Thirteen Staff and Administrators Receive MHFA Instructor Certification
Many of us have been trained in physical first aid, like CPR or basic lifesaving courses. But too few of us would know how to respond if we saw someone having a panic attack or were concerned that a friend or co-worker might be showing signs of substance abuse or at risk of suicide.
This is where learning Mental Health First Aid (MHFA) comes in. Like medical first aid, Mental Health First Aid (MHFA) is an evidence-based training program administered by the National Council for Mental Wellbeing that teaches how to identify, understand and respond to signs of mental health and substance use challenges. The skills-based training prepares participants to interact with people in need and connect them with appropriate help.
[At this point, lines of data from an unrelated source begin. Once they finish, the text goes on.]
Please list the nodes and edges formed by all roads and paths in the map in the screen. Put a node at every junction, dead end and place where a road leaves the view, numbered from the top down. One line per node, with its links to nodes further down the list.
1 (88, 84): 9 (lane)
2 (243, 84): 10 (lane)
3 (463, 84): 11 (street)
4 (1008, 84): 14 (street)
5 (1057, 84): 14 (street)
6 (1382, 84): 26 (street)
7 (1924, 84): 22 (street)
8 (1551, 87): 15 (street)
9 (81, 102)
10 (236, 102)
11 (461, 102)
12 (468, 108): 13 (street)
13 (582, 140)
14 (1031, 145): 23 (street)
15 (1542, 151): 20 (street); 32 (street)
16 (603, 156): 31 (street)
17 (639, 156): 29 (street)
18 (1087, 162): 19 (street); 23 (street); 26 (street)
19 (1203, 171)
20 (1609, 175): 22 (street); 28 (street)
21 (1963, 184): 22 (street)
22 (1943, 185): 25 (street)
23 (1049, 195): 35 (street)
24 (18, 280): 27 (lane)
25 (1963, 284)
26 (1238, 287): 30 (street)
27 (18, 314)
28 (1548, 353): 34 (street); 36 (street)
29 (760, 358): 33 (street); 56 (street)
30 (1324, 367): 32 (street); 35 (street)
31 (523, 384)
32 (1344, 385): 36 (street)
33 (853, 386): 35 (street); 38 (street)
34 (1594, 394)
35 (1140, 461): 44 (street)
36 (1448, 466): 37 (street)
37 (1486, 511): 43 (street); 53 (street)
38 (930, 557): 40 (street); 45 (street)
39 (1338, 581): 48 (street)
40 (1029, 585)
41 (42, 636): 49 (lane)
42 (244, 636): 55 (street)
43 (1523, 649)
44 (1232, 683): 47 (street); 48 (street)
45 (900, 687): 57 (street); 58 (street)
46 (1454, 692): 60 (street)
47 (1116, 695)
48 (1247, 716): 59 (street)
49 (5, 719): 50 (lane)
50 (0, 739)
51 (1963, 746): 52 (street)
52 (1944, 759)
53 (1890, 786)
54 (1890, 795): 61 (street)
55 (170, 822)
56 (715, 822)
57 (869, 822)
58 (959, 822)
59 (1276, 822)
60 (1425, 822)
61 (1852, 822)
Mental Health First Aiders do not diagnose or provide any counseling or therapy but are trained to answer critical questions, like “what do I do?” and “where can someone find help?”
Wendy Roberson, Vice President for Diversity, Equity and Inclusion at Saint Paul College, was instrumental in bringing this training to the College because it aligned with the institution's new
mission, vision, and values.
“As a part of the College's commitment to become an anti-racist, trauma-informed institution, it is important that we provide members of our community opportunities to develop skills to support this commitment,” said Roberson. “Mental Health First Aid is one of those opportunities. The MHFA program provides culturally inclusive tools to evaluate, respond to and support members of our community experiencing mental challenges. This can help us move towards developing and sustaining a truly inclusive community.”
Saint Paul College invested in a cohort of 13 staff and administrators to be certified as instructors. Pamela Norling, Saint Paul College’s new mental health therapist, was among the group. She believes this training will have an immediate and long-term impact.
“I looked around the room and saw 13 other people committed to being deliberate in being well themselves and creating a well-focused community,” said Norling. “I thought, ‘Wow, there is going to be big reverb as this goes live. Not just for our college community, but in people’s individual lives - in their families and in their relationships with themselves and others.’ It's pretty sweet.”
Emma Kiley, the College’s Thrive SNAP E&T Coordinator, also participated in the instructor certification course. “There's no question as to whether Saint Paul College community members care about the mental health and wellbeing of our students, staff, faculty, and colleagues,” Kiley said. “The Mental Health First Aid training gives us the tools and the confidence we need to meaningfully notice signs and symptoms of a potential mental health challenge and intervene when necessary.”
Evidence shows training students, faculty, and administrators in higher education settings to recognize the symptoms of emerging mental illnesses or to assist young adults in a mental health crisis can help lessen the impact of mental illnesses.
The Mental Health First Aid course gives people the skills to help someone who is developing a mental health issue or experiencing a crisis. The evidence behind the program demonstrates that it does build mental health literacy, helping the public identify, understand, and respond to signs of mental illness.
The College aims at training all faculty and staff in Mental Health First Aid by July 2023. The College’s longer-term goal is to provide the option for students to receive the training.
If you or someone you know is considering suicide, please contact the National Suicide Prevention Lifeline at 1-800-273-TALK (8255), text "STRENGTH" to the Crisis Text Line at 741-741 or go to
Founded in 1969, the National Council for Mental Wellbeing is a membership organization that drives policy and social change on behalf of nearly 3,500 mental health and substance use treatment organizations and the more than 10 million children, adults and families they serve. They advocate for policies to ensure equitable access to high-quality services. They build the capacity of mental health and substance use treatment organizations. And they promote greater understanding of mental wellbeing as a core component of comprehensive health and health care. Through the Mental Health First Aid program, they have trained more than 2.5 million people in the U.S. to identify, understand and respond to signs and symptoms of mental health and substance use challenges.